Nicolas Rossier a de l'à-propos. Au moment où le Congrès créait le nouveau et tentaculaire Département de la sécurité intérieure, ce jeune cinéaste genevois présentait la semaine dernière dans une petite salle de Manhattan son film sur la fissure insidieuse qu'a introduite dans la société américaine le choc du 11 septembre.

Brothers and Others raconte, avec les moyens rudimentaires d'un documentaire militant, une année de soupçon.
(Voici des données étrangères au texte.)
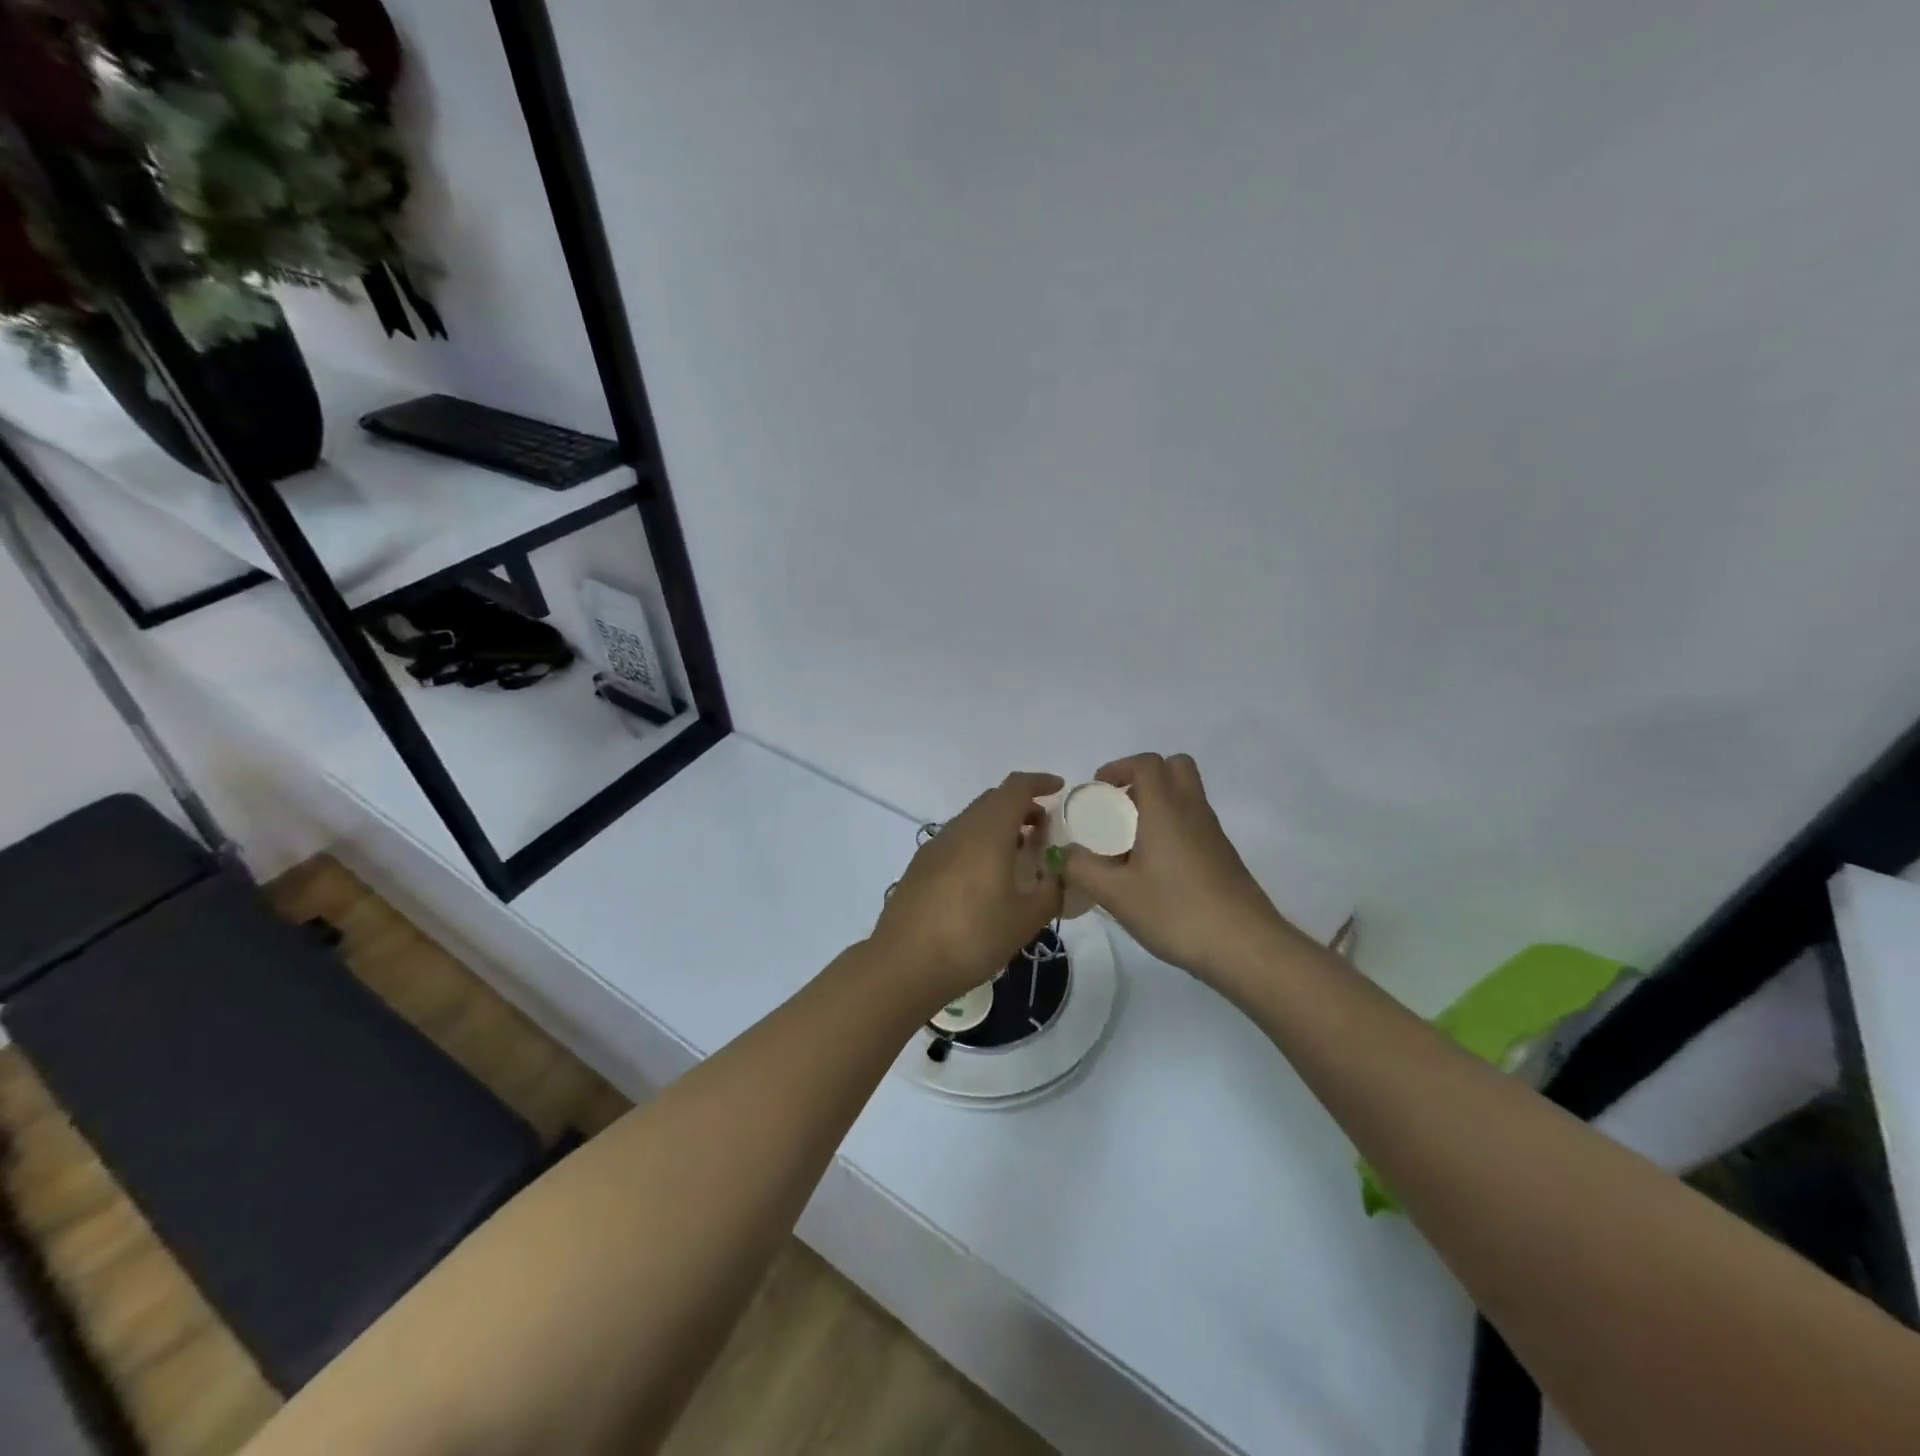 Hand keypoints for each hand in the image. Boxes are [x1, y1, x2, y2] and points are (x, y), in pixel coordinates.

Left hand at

Après les attentats, les Américains ou les résidents d'origine arabe ou musulmane ont passé dans une zone grise: violences et discriminations (plus de 2000 cas recensés en un an), curiosité pressante de la police, arrestations à la recherche de complices des terroristes.

Les incarcérations au faciès ont touché plus de mille personnes, et Rossier, par une série de témoignages, s'attache à décrire leurs tourments. Ceux de Uzma Naheed, par exemple, une mère de famille de Bayonne, dans le New Jersey, dont le mari commerçant a été détenu pendant cinq mois dans un secret complet; sans ressources, vivant dans l'angoisse, elle a dû retourner au Pakistan, puis son mari a été expulsé pour une question de visa.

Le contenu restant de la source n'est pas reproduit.